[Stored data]
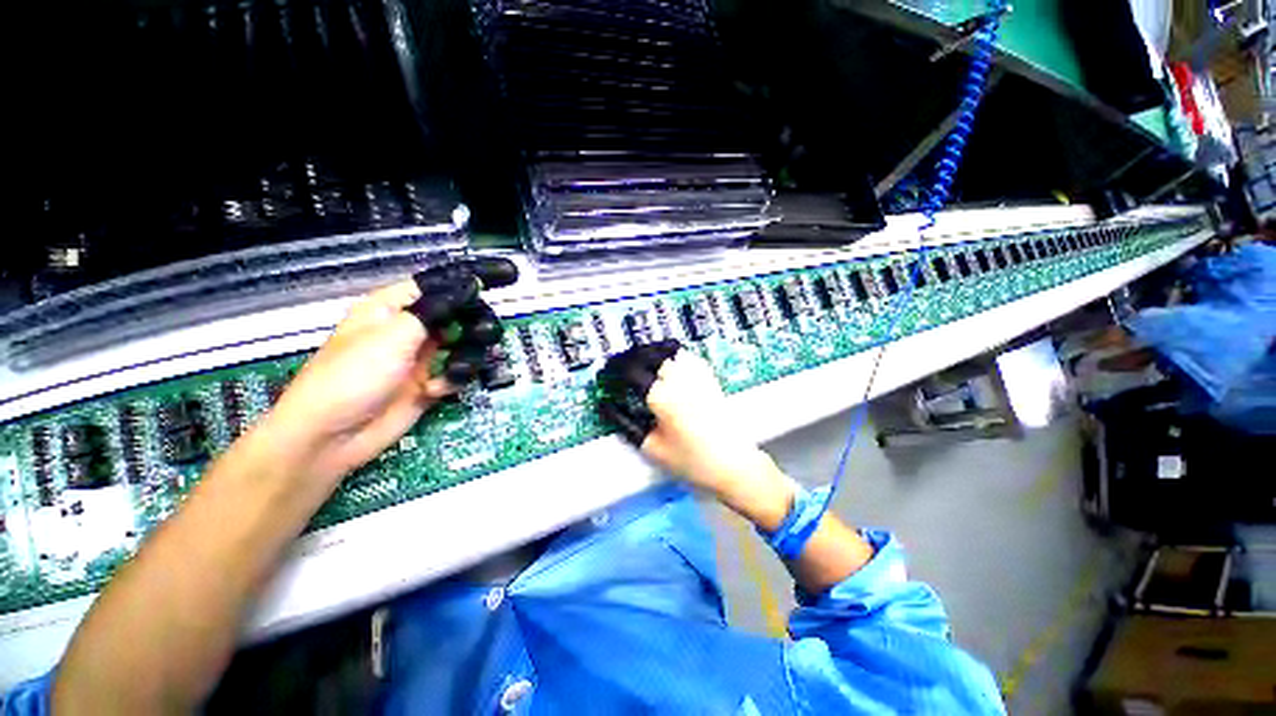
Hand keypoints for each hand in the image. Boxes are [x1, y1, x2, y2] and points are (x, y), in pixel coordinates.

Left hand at [264, 258, 517, 484]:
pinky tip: (433, 390)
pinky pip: (457, 374)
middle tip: (481, 334)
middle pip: (459, 315)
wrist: (333, 437)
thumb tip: (470, 284)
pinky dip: (452, 380)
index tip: (501, 280)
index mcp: (394, 308)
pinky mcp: (429, 385)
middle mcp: (411, 329)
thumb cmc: (353, 376)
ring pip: (464, 345)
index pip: (437, 285)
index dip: (467, 281)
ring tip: (454, 370)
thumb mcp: (394, 334)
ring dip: (466, 357)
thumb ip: (437, 309)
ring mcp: (421, 358)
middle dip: (474, 324)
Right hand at [598, 341, 778, 498]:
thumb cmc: (691, 460)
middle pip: (646, 353)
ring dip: (647, 352)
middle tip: (618, 370)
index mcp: (662, 395)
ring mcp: (695, 374)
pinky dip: (668, 354)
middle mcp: (678, 377)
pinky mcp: (707, 376)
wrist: (733, 462)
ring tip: (638, 365)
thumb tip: (607, 406)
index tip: (604, 376)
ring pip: (665, 349)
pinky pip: (684, 355)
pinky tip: (664, 367)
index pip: (629, 371)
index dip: (612, 371)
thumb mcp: (652, 448)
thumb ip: (626, 424)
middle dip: (627, 358)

Exercise directions:
Copy out, word for word, the part of the entries above that begins at the line with "index mcp: (394, 308)" and ends at the line with "pinky dip: (668, 354)", including both.

Answer box:
index mcp: (394, 308)
pinky mcp: (429, 385)
middle mcp: (411, 329)
thumb cmc: (353, 376)
ring pip: (464, 345)
index pip: (437, 285)
index dip: (467, 281)
ring tip: (454, 370)
thumb mcp: (394, 334)
ring dip: (466, 357)
thumb ip: (437, 309)
ring mcp: (421, 358)
middle dip: (474, 324)
Right hand at [598, 341, 778, 498]:
thumb cmc: (691, 460)
middle pip: (646, 353)
ring dip: (647, 352)
middle tip: (618, 370)
index mcp: (662, 395)
ring mcp: (695, 374)
pinky dip: (668, 354)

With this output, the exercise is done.